Defendant turned north onto Iron Gates Road from 25th Street, the second east-and-west street south of the point of accident. Iron Gates had a two-lane blacktop roadway, the width of which was not shown more precisely than that two automobiles could pass without difficulty. The shoulder on each side of the blacktop was quite narrow (again we find no measurement or estimate of width), and at and near the point of accident the ground sloped from the east edge of the blacktop into the north-and-south drainage ditch, about eighteen inches in depth, which ran parallel with and on the east side of the roadway. There was no curb, gutter or sidewalk on either side. The day was sunny and warm, and the roadway was dry. Defendant, an automobile mechanic thirty-three years of age, and his wife, the only passenger in his automobile, were going to a wedding. They were in no hurry--'we had plenty of time.' As he drove north on his right-hand or east side of Iron Gates, defendant was traveling at a rate of speed described by plaintiffs' witnesses as 'moderate' and estimated by defendant at fifteen to twenty miles per hour. At a point in front of the Cox home, which faces Iron Gates and is situate on the northeast corner of the intersection of Iron Gates and 24th Street, both defendant and his wife heard 'a noise' or 'a thud.' Defendant immediately stopped his automobile, and his wife opened the right door and 'looked out to see what it was.' Steven was lying 'at the (east) side of the road,' about fifty-four fee north of the north line of 24th Street, with his feet on the sloping east shoulder of Iron Gates and 'his head * * * down at the bottom of the (drainage) ditch.' He was 'close to,' just 'a little ways north' of, a short walkway bridging the shallow drainage ditch on the east side of Iron Gates, that is, leading from a low north-and-south retaining wall along the front of the Cox yard to the east edge of the blacktop roadway. Steven died the same day without regaining consciousness. Subsequent inspection of defendant's automobile revealed a dent in the right front fender just above and inside the right headlight. It was admitted upon trial that Steven died 'as a result of having come into contact' with defendant's automobile. Neither defendant nor his wife had seen Steven prior to the accident.

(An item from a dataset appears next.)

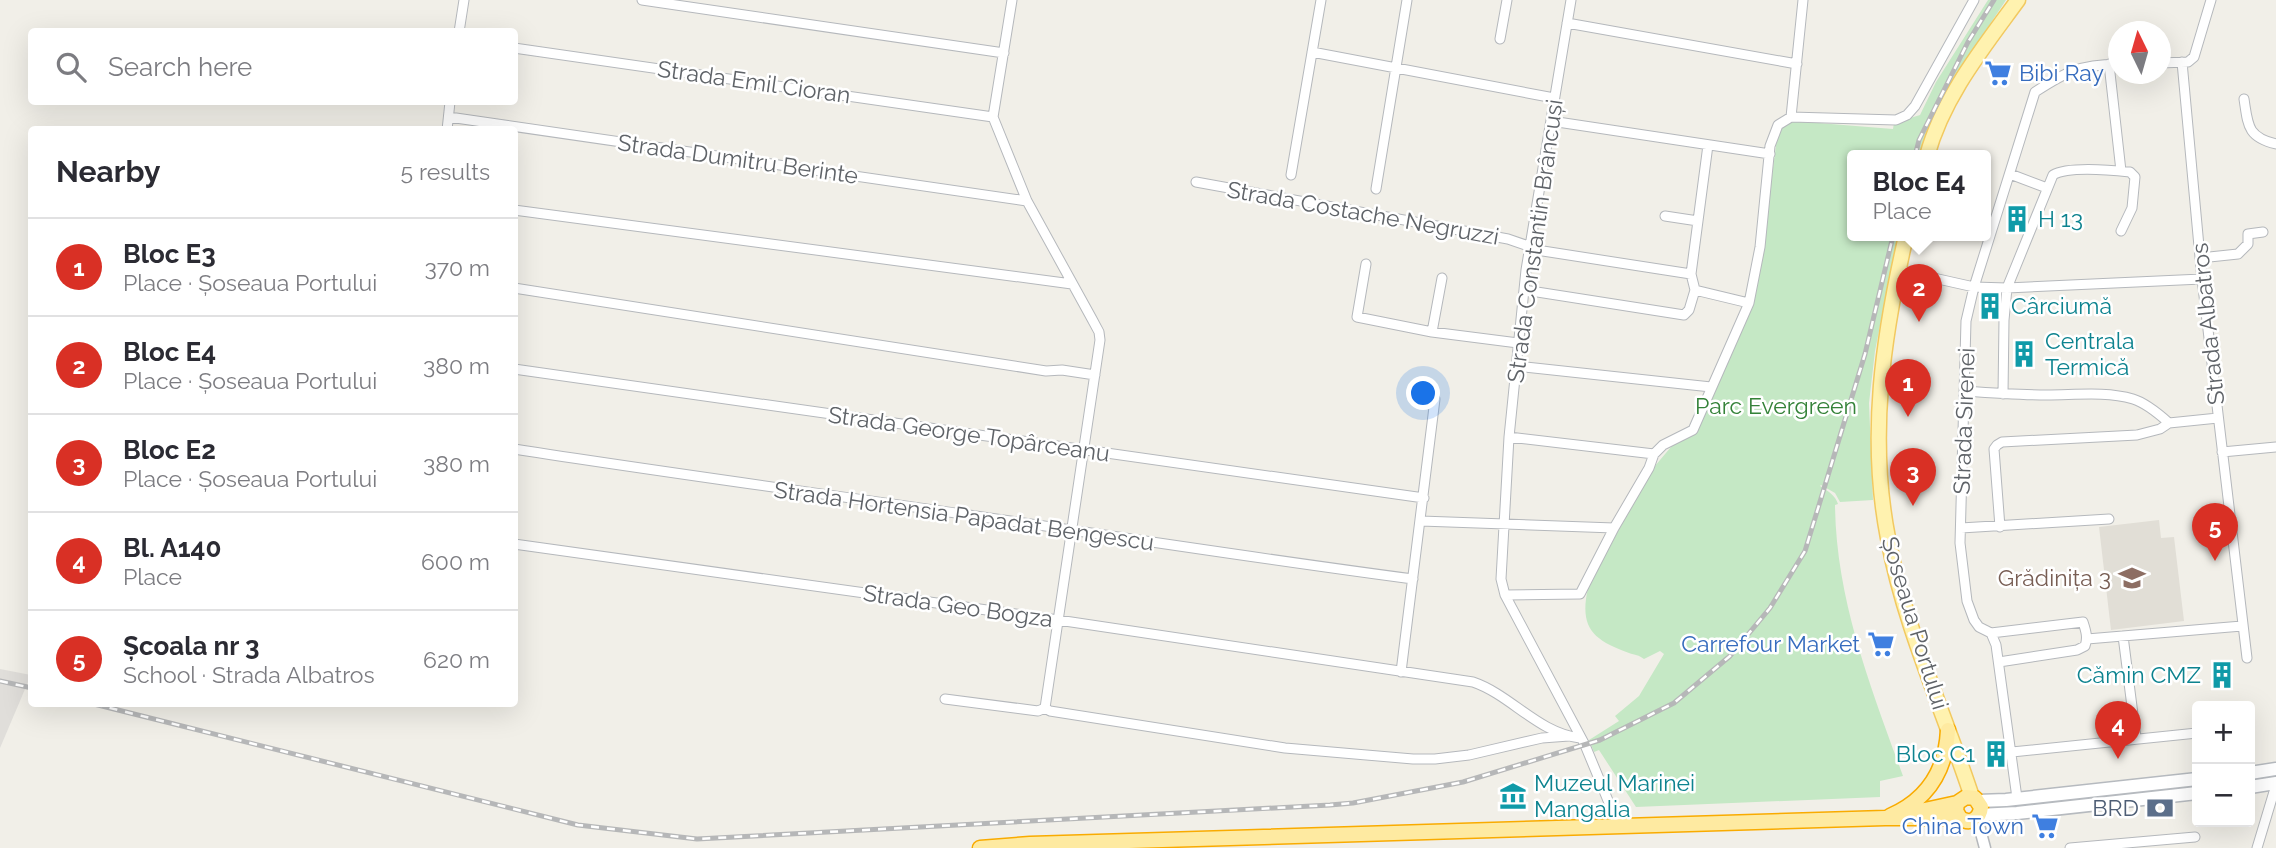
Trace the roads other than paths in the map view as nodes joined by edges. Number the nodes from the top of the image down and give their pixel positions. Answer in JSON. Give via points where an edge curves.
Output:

On the day of this tragic occurrence, Steven and his mother had Sunday dinner at the home of his maternal grandmother, Mrs. Katherine Harmon, who lived on the southwest corner of the intersection of Iron Gates Road and 24th Street. After dinner, Steven went outside to play with 'the Cox children'; and, in the course of childish frolic, Steven and Lynn Cox, the youngest Cox child, got into the back yard of the Cox home on the northeast corner of the intersection, where Mrs. Edith Cox, Lynn's mother, talked with Steven and observed him winding the string around a yo-yo. By reason of the fact that Lynn's parents were preparing to take Lynn with them to visit his grandparents, Steven left the back yard of the Cox home, and Mrs. Cox went inside to 'gather up a few things.' The only information we have concerning Steven's subsequent conduct and course is gleaned from the testimony of Lynn Cox, who was four years and seven months old when the accident occurred on November 14, 1954, and nine years and ten months old when the case was tried on January 13, 1960. Passing for the moment defendant's complaints pertaining to Lynn's competency (of which we treat anon), we here note the material facts which the jury might have found from his testimony as received.

When Steven left the Coxes' back yard, he 'started home' (i. e., to return to his grandmother's home 'cater-cornered' across Iron Gates Road), and Lynn went with Steven around the south side of the Cox home and 'to the middle' of the walkway bridging the shallow north-and-south drainage ditch along the east side of Iron Gates Road. At that point, Lynn heard his mother calling for him and 'ran back around' the south side of the Cox home. When Lynn left Steven, he (Steven) was 'playing with his yo-yo' and 'walking on top of the bridge (walkway).' Lynn did not see defendant's automobile or witness the accident, but as he rounded 'the (southwest front) corner of the house I heard some noise.' Lynn's mother 'heard this commotion, * * * panicked and run for the back door,' thinking that it was her boy who had been injured. By the time Lynn had reached the back porch, his mother met him with the relieved ejaculation that 'she thought I (Lynn) got hit by a car.' When she went around to the front yard, she found the stricken Steven. There was no eyewitness to the fatal accident.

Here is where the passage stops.